Task description
Output the entries exactly as they appear. Pictures should not be included.

(Skeletal landmark data)
◆ ◆ ◆ ◆

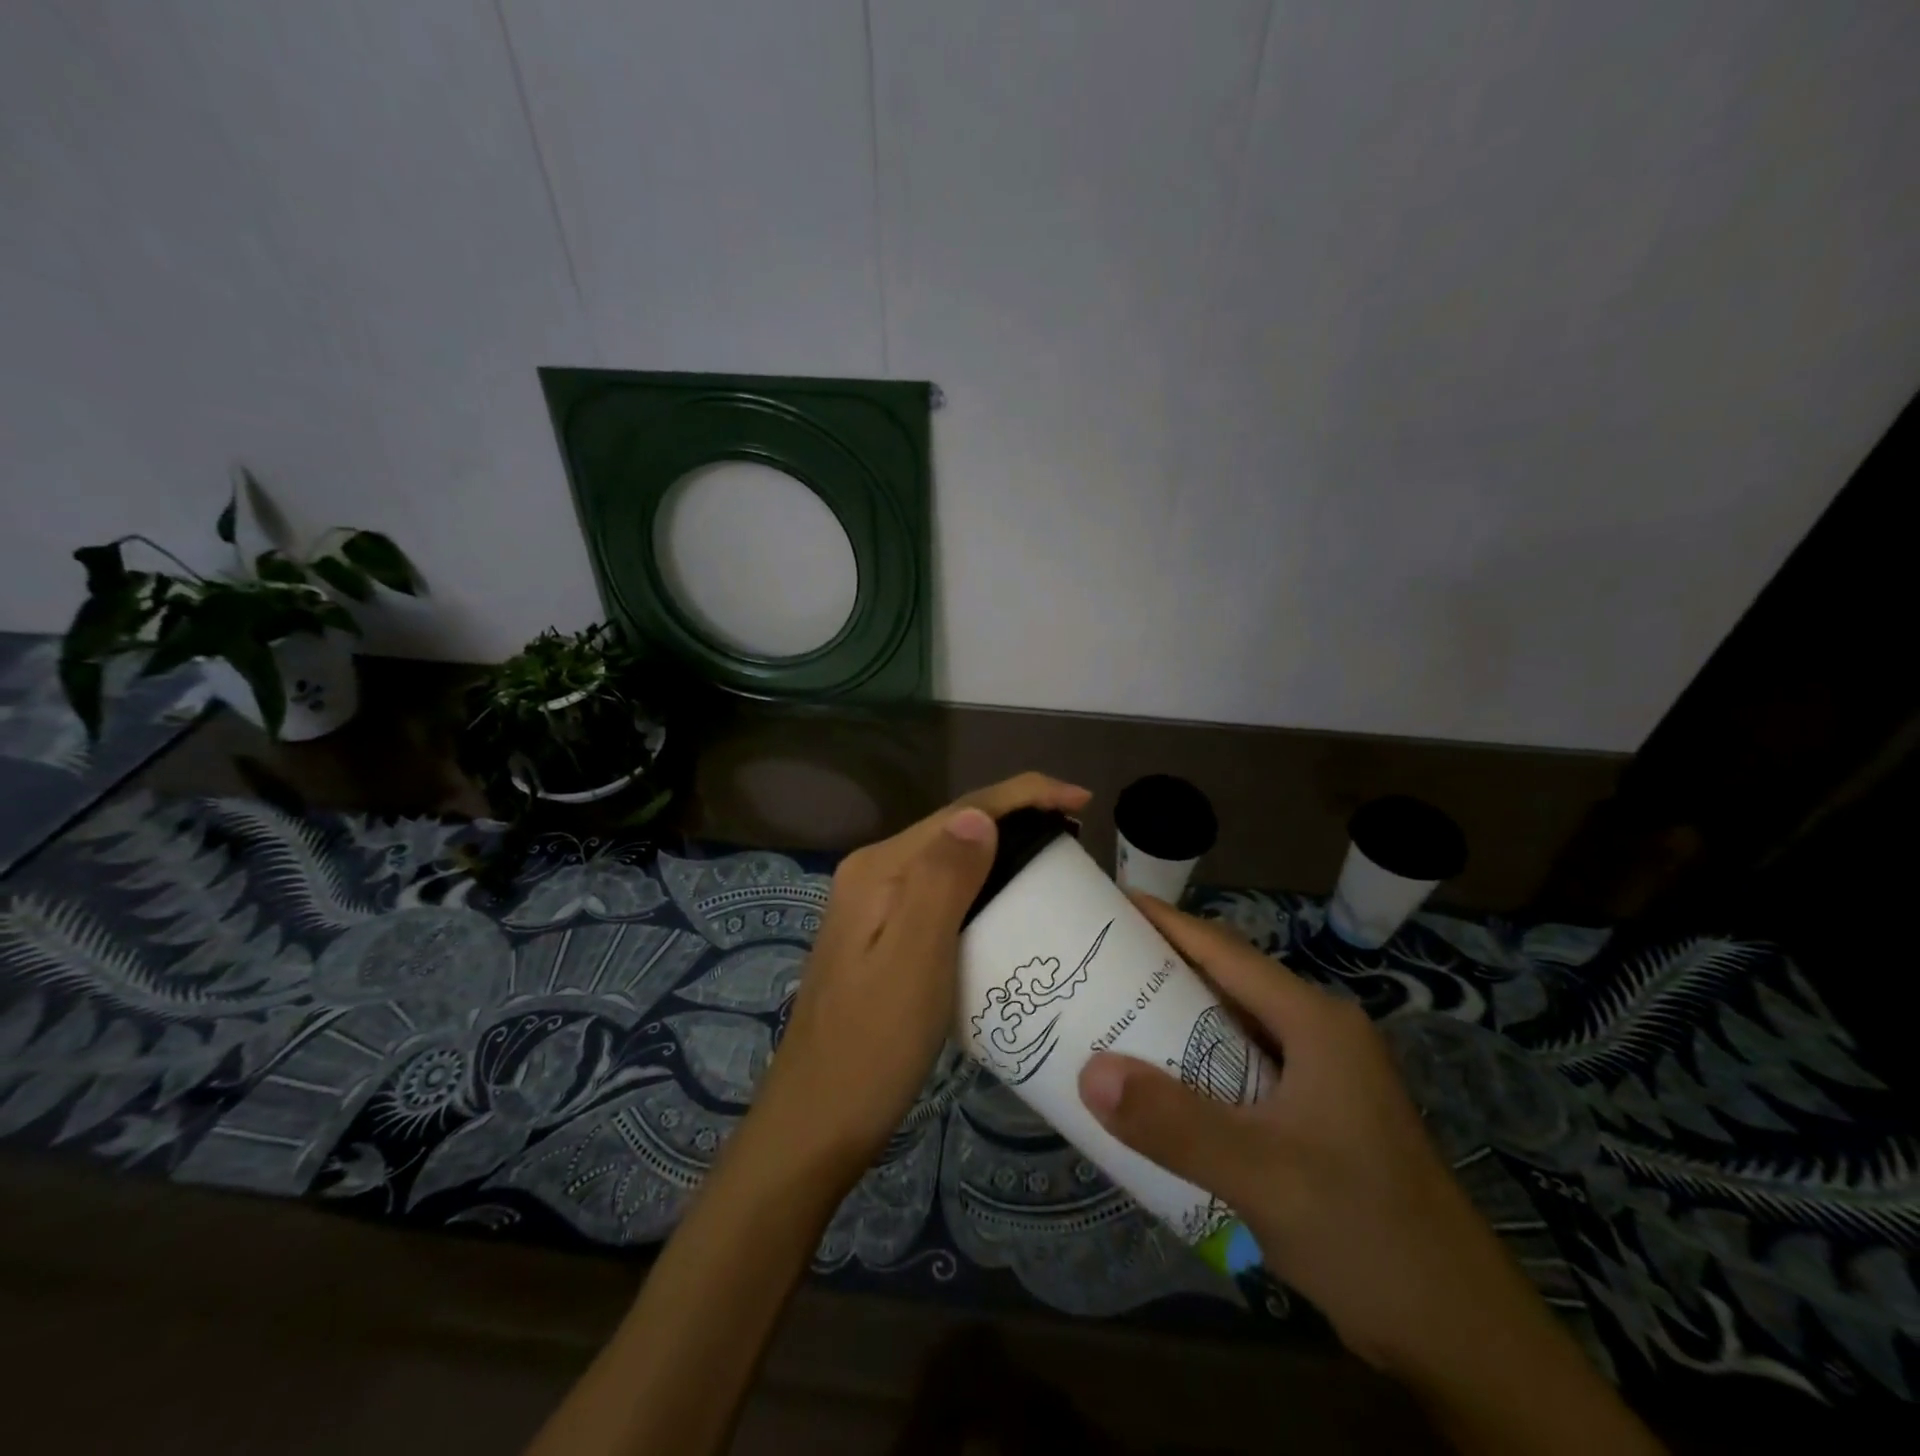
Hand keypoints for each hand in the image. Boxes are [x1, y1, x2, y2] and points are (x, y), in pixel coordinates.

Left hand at [756, 772, 1091, 1179]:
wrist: (817, 1122)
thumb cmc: (873, 1046)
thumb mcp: (915, 959)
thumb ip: (943, 880)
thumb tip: (980, 815)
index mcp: (880, 868)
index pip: (962, 811)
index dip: (1025, 795)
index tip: (1083, 800)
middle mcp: (873, 874)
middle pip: (956, 829)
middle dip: (1018, 819)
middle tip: (1077, 838)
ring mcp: (874, 906)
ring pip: (950, 860)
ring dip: (1003, 851)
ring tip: (1056, 864)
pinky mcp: (882, 937)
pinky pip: (942, 893)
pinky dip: (983, 887)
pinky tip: (1008, 906)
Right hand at [1075, 894, 1503, 1369]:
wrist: (1462, 1337)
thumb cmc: (1367, 1232)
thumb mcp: (1263, 1175)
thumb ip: (1174, 1122)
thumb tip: (1089, 1072)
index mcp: (1314, 1021)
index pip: (1224, 950)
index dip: (1163, 922)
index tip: (1105, 904)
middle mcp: (1317, 1035)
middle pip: (1224, 983)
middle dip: (1158, 970)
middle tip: (1090, 967)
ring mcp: (1319, 1078)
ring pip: (1230, 1029)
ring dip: (1173, 1022)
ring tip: (1107, 1019)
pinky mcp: (1314, 1117)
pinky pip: (1238, 1071)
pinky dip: (1194, 1068)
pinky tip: (1156, 1088)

◆ ◆ ◆ ◆

Result of the exercise
Hand keypoints for each hand in the image. Boxes are [x1, y1, x2, y2] and points are (x, y), in pixel coordinates.

Left hand at [756, 772, 1091, 1179]:
wrist: (817, 1122)
thumb cmc: (873, 1046)
thumb mcp: (915, 959)
thumb ip: (943, 880)
thumb tip: (980, 815)
index mcp: (880, 868)
index pip: (962, 811)
index dip: (1025, 795)
index tip: (1083, 800)
middle mcp: (873, 874)
middle pip: (956, 829)
middle dip: (1018, 819)
middle tip: (1077, 838)
ring mcp: (874, 906)
ring pip: (950, 860)
ring dip: (1003, 851)
ring tip: (1056, 864)
pinky mcp: (882, 937)
pinky pip: (942, 893)
pinky dip: (983, 887)
pinky tip: (1008, 906)
Right hand at [1075, 894, 1503, 1369]:
wrist: (1462, 1337)
thumb cmc: (1367, 1232)
thumb mcp: (1263, 1175)
thumb ip: (1174, 1122)
thumb tip: (1089, 1072)
index mcp: (1314, 1021)
index pip: (1224, 950)
index dip: (1163, 922)
index tip: (1105, 904)
middle mcp: (1317, 1035)
middle pip: (1224, 983)
middle dip: (1158, 970)
middle tip: (1090, 967)
ring mcp: (1319, 1078)
ring pip: (1230, 1029)
ring dip: (1173, 1022)
ring tip: (1107, 1019)
pinky mcp: (1314, 1117)
pinky pip: (1238, 1071)
pinky dip: (1194, 1068)
pinky tip: (1156, 1088)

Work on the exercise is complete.